Model selection tools in one-on-one comparisons between these two cosmologies favor
$R_{\rm h}=ct$, indicating that its likelihood of being correct is $\sim 90\%$
versus only $\sim 10\%$ for $\Lambda$CDM. Nonetheless, the predictions of
$\Lambda$CDM often come quite close to those of $R_{\rm h}=ct$, suggesting
that its parameters are optimized to mimic the $w=-1/3$ equation-of-state.

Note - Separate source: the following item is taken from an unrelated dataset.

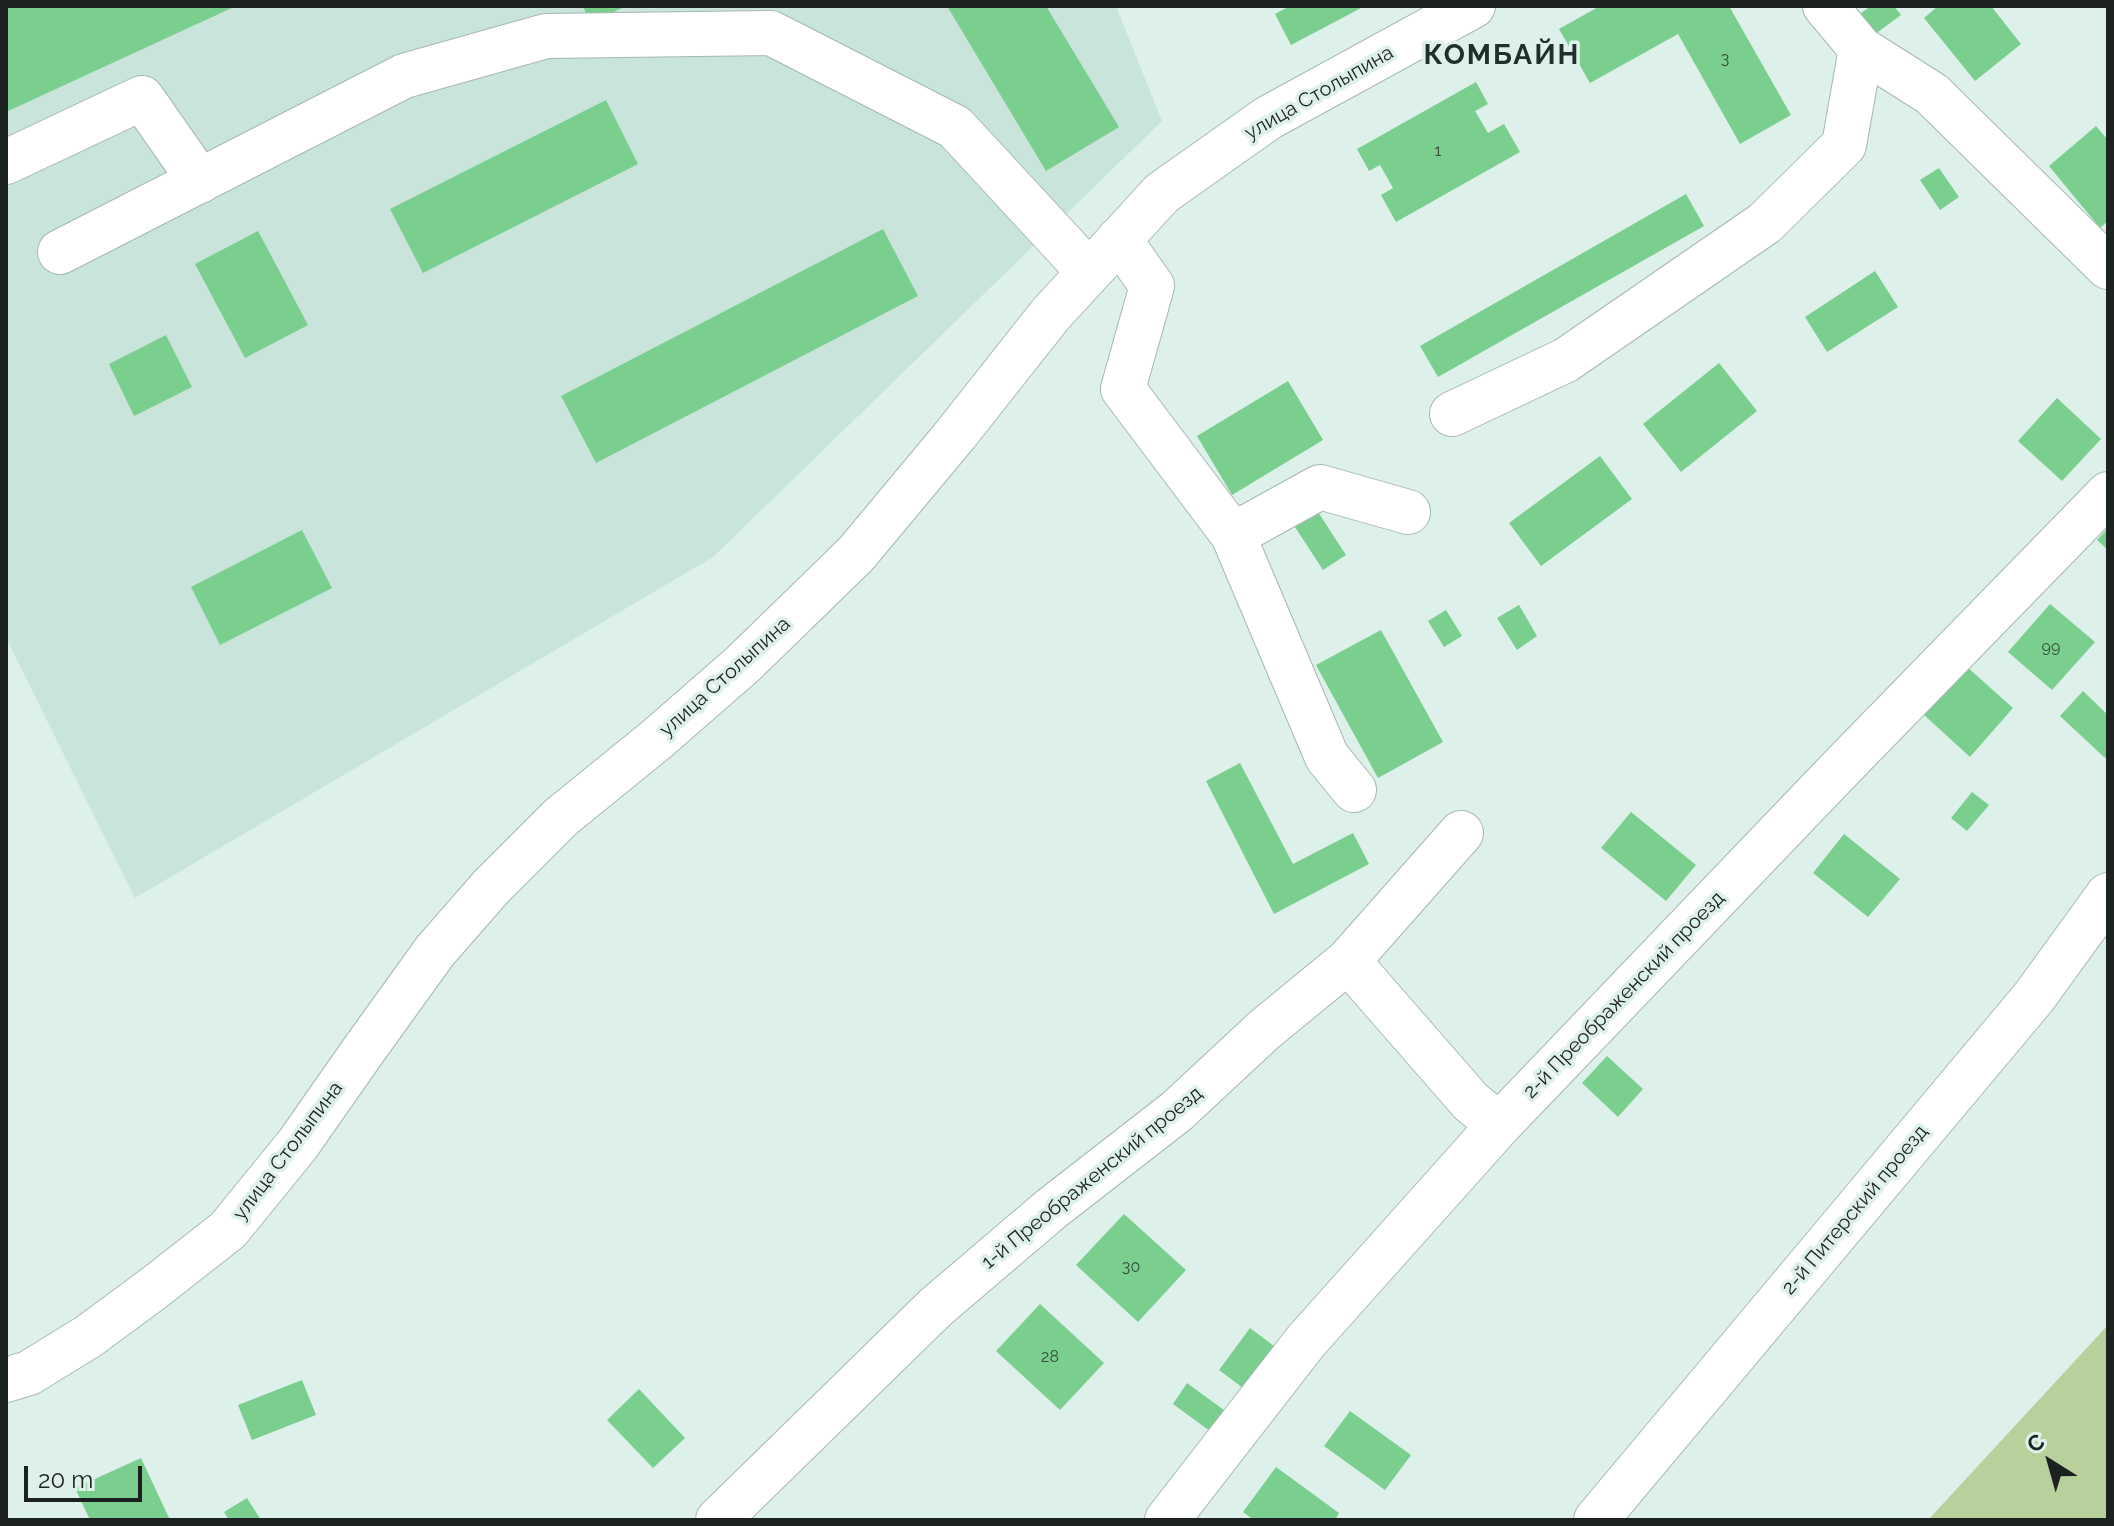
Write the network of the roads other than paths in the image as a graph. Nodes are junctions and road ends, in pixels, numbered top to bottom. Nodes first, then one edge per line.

In this paper, we explore this hypothesis quantitatively and demonstrate
that the equation of state in $R_{\rm h}=ct$ helps us to understand why the
optimized fraction $\Omega_{\rm m}\equiv \rho_m/\rho$ in $\Lambda$CDM
must be $\sim 0.27$, an otherwise seemingly random variable. We show that
when one forces $\Lambda$CDM to satisfy the equation of state
$w=(\rho_{\rm r}/3-\rho_{\rm de})/\rho$, the value of the Hubble radius today,
$c/H_0$, can equal its measured value $ct_0$ only with $\Omega_{\rm m}\sim0.27$
when the equation-of-state for dark energy is $w_{\rm de}=-1$. (We also show, however,
that the inferred values of $\Omega_{\rm m}$ and $w_{\rm de}$ change in a correlated fashion
if dark energy is not a cosmological constant, so that $w_{\rm de}\not= -1$.)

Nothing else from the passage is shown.